## Brief
Repeat the records below in their entirety, exactly.

[Recorded data]
________________________________________
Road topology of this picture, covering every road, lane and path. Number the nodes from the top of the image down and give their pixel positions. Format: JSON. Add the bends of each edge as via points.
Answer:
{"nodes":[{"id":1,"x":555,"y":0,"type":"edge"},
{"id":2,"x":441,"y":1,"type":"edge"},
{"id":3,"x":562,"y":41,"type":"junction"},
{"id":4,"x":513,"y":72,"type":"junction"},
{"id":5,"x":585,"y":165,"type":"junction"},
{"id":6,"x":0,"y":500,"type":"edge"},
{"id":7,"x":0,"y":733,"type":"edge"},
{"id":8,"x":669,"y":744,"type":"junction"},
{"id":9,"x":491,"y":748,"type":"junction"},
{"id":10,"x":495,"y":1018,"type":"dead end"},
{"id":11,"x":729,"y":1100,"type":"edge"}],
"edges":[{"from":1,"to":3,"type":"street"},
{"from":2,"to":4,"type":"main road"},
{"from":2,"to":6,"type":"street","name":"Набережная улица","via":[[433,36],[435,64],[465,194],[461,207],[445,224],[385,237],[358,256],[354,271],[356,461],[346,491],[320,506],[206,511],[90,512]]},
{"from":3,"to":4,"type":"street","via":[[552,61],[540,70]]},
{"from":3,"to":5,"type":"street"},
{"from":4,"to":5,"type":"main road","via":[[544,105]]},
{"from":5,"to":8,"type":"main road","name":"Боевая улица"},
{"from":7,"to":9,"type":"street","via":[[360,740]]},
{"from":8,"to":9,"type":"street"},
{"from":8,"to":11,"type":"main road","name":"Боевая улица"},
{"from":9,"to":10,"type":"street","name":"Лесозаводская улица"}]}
________________________________________
## Response area
Road topology of this picture, covering every road, lane and path. Number the nodes from the top of the image down and give their pixel positions. Format: JSON. Add the bends of each edge as via points.
Answer:
{"nodes":[{"id":1,"x":555,"y":0,"type":"edge"},
{"id":2,"x":441,"y":1,"type":"edge"},
{"id":3,"x":562,"y":41,"type":"junction"},
{"id":4,"x":513,"y":72,"type":"junction"},
{"id":5,"x":585,"y":165,"type":"junction"},
{"id":6,"x":0,"y":500,"type":"edge"},
{"id":7,"x":0,"y":733,"type":"edge"},
{"id":8,"x":669,"y":744,"type":"junction"},
{"id":9,"x":491,"y":748,"type":"junction"},
{"id":10,"x":495,"y":1018,"type":"dead end"},
{"id":11,"x":729,"y":1100,"type":"edge"}],
"edges":[{"from":1,"to":3,"type":"street"},
{"from":2,"to":4,"type":"main road"},
{"from":2,"to":6,"type":"street","name":"Набережная улица","via":[[433,36],[435,64],[465,194],[461,207],[445,224],[385,237],[358,256],[354,271],[356,461],[346,491],[320,506],[206,511],[90,512]]},
{"from":3,"to":4,"type":"street","via":[[552,61],[540,70]]},
{"from":3,"to":5,"type":"street"},
{"from":4,"to":5,"type":"main road","via":[[544,105]]},
{"from":5,"to":8,"type":"main road","name":"Боевая улица"},
{"from":7,"to":9,"type":"street","via":[[360,740]]},
{"from":8,"to":9,"type":"street"},
{"from":8,"to":11,"type":"main road","name":"Боевая улица"},
{"from":9,"to":10,"type":"street","name":"Лесозаводская улица"}]}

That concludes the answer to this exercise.